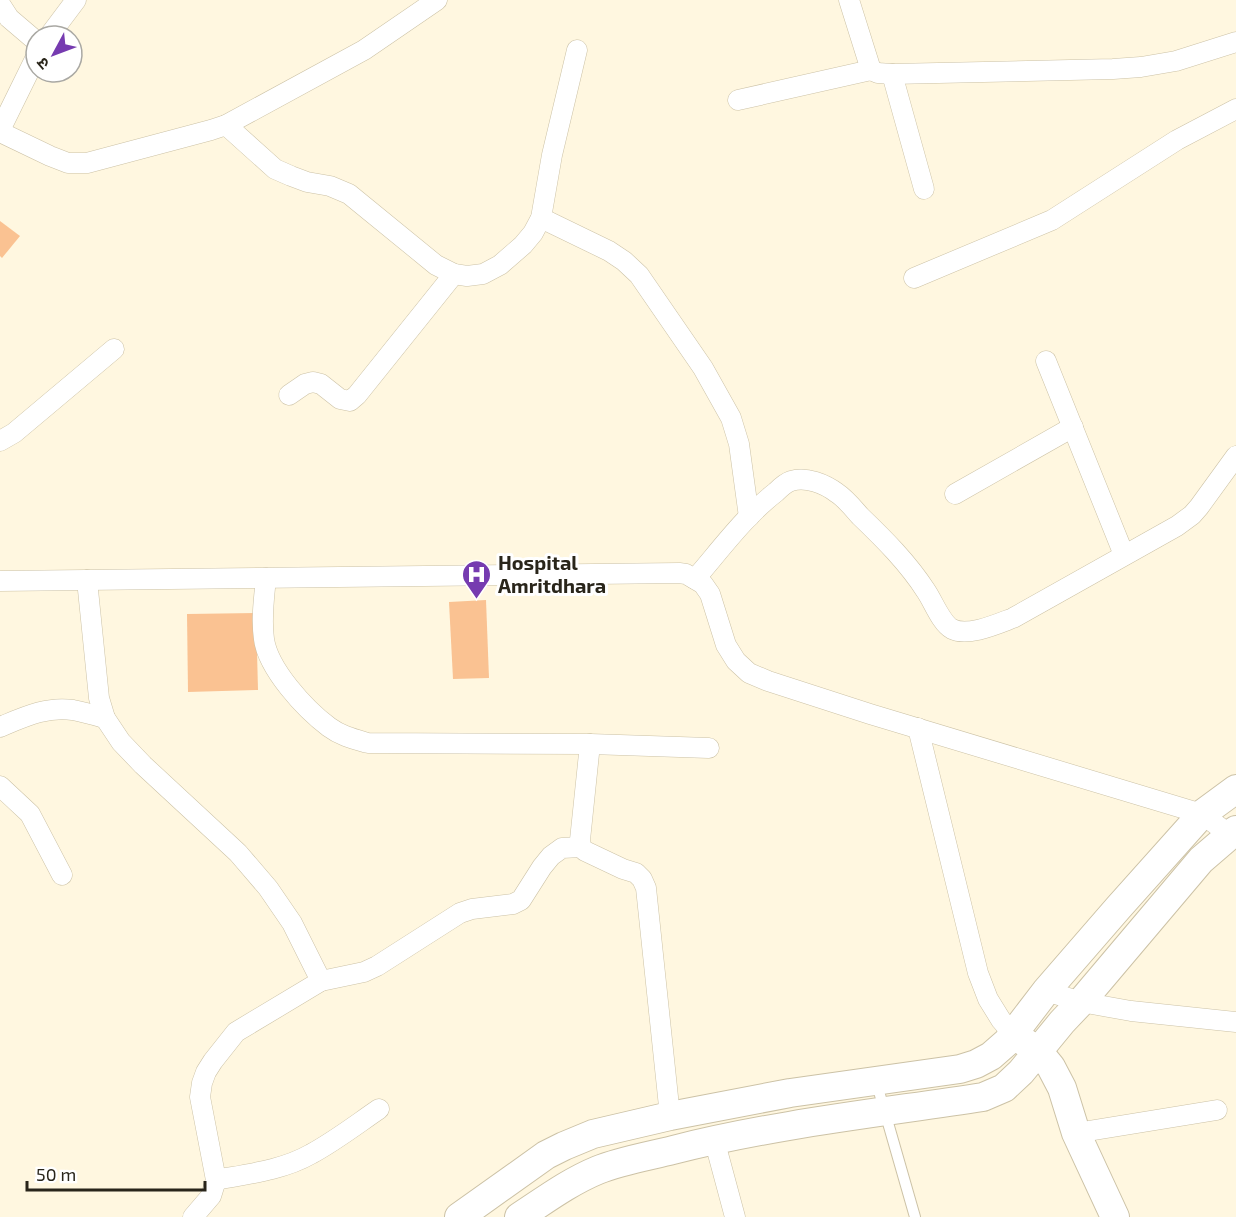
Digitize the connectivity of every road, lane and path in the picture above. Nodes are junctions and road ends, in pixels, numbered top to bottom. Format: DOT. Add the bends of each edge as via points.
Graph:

####

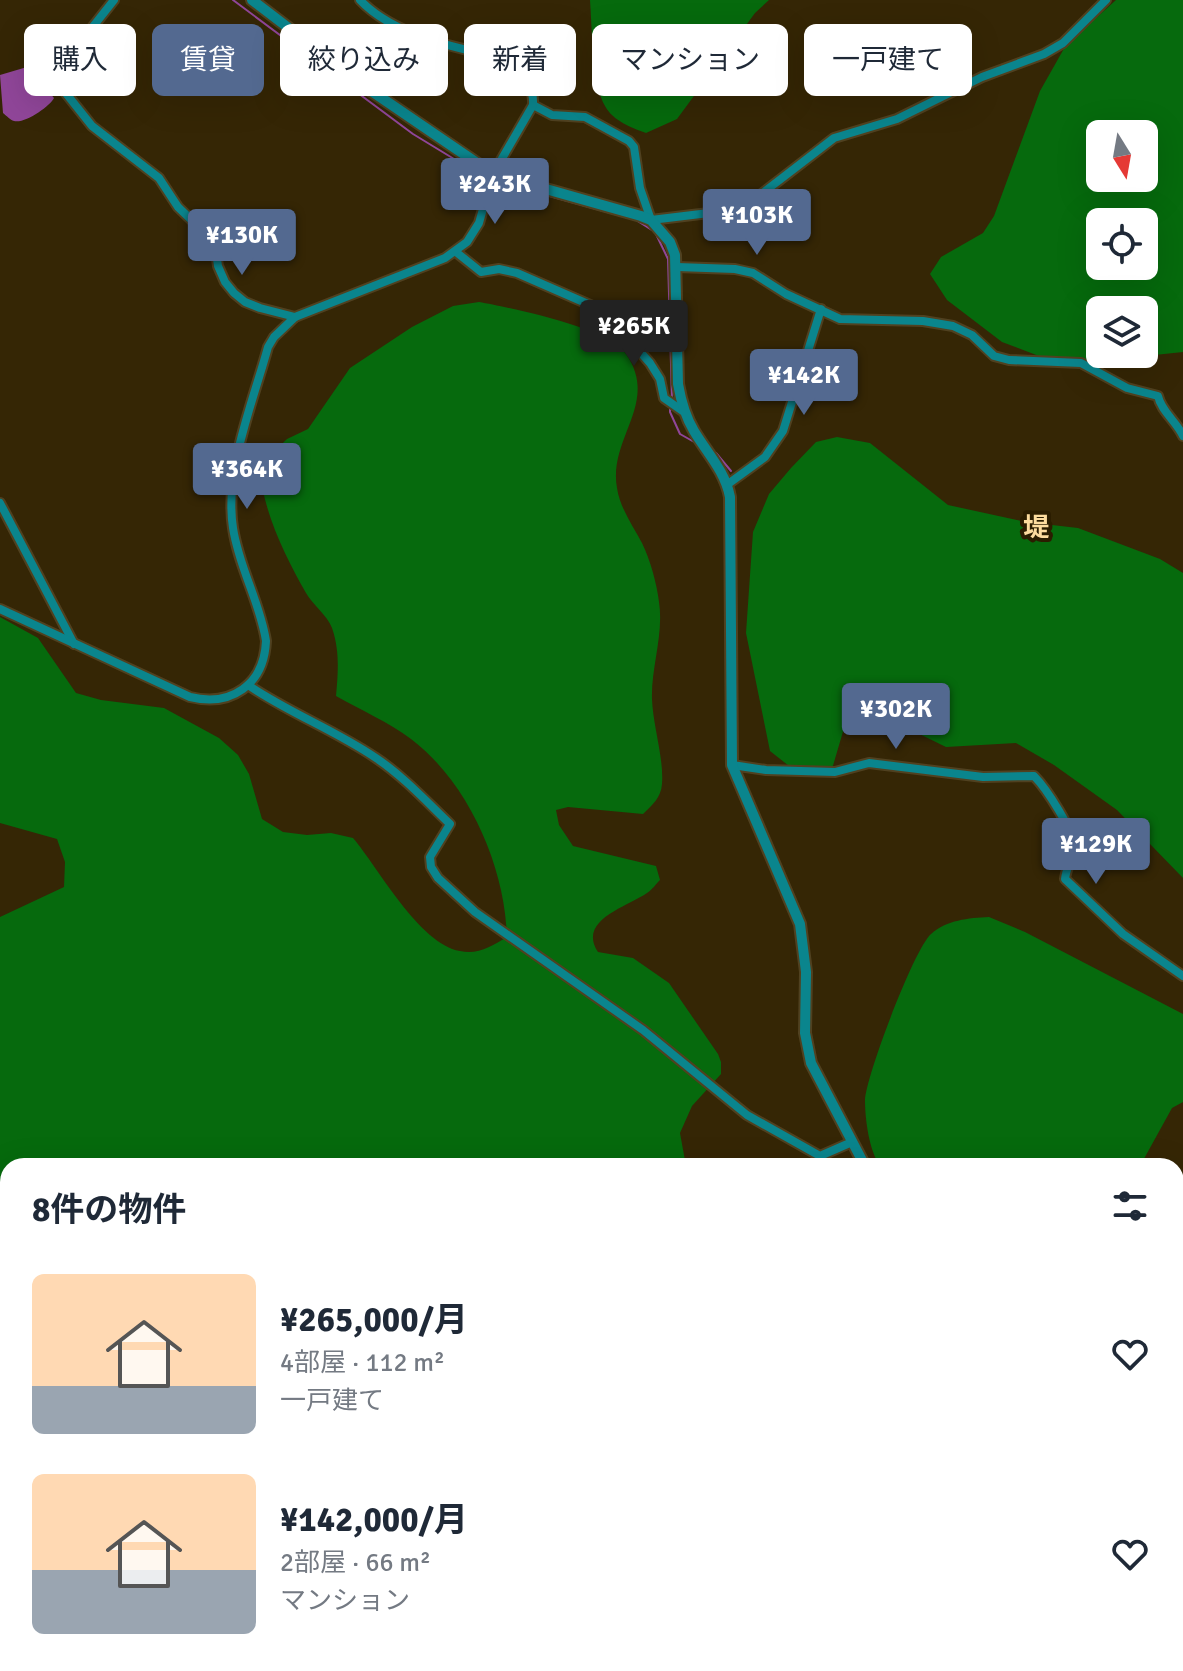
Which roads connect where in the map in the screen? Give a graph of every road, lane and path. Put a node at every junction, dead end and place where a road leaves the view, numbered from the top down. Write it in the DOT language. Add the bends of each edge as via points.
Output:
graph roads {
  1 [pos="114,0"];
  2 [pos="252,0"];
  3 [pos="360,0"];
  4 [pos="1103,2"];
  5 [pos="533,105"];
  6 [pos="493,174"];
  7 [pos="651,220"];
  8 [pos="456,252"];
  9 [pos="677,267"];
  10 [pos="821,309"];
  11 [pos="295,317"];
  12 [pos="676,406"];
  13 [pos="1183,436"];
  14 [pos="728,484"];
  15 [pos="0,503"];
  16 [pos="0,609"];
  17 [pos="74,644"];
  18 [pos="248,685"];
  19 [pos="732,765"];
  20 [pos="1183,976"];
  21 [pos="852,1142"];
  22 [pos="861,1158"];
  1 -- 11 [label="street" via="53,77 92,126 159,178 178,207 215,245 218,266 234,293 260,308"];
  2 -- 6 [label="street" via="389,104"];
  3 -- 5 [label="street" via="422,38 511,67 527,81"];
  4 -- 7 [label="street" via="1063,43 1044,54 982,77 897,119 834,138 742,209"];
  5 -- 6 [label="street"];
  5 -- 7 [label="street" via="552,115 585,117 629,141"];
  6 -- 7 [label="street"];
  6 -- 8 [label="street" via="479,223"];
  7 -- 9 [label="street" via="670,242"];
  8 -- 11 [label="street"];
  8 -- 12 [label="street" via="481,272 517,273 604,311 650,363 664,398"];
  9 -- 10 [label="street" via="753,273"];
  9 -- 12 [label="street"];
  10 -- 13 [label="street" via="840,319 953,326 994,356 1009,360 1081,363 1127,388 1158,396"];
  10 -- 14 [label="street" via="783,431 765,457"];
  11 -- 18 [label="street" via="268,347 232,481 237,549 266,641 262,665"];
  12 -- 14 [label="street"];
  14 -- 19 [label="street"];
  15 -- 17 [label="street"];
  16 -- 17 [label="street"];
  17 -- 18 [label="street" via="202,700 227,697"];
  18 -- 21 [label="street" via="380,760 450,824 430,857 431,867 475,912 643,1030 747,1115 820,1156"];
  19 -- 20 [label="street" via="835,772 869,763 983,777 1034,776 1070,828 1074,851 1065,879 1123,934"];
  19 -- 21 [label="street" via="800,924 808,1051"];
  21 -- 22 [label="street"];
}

####

- [Your task] Look through the data above. Copy every line with the string "each" in it.

- [Exercise output]
Digitize the connectivity of every road, lane and path in the picture above. Nodes are junctions and road ends, in pixels, numbered top to bottom. Format: DOT. Add the bends of each edge as via points.
Which roads connect where in the map in the screen? Give a graph of every road, lane and path. Put a node at every junction, dead end and place where a road leaves the view, numbered from the top down. Write it in the DOT language. Add the bends of each edge as via points.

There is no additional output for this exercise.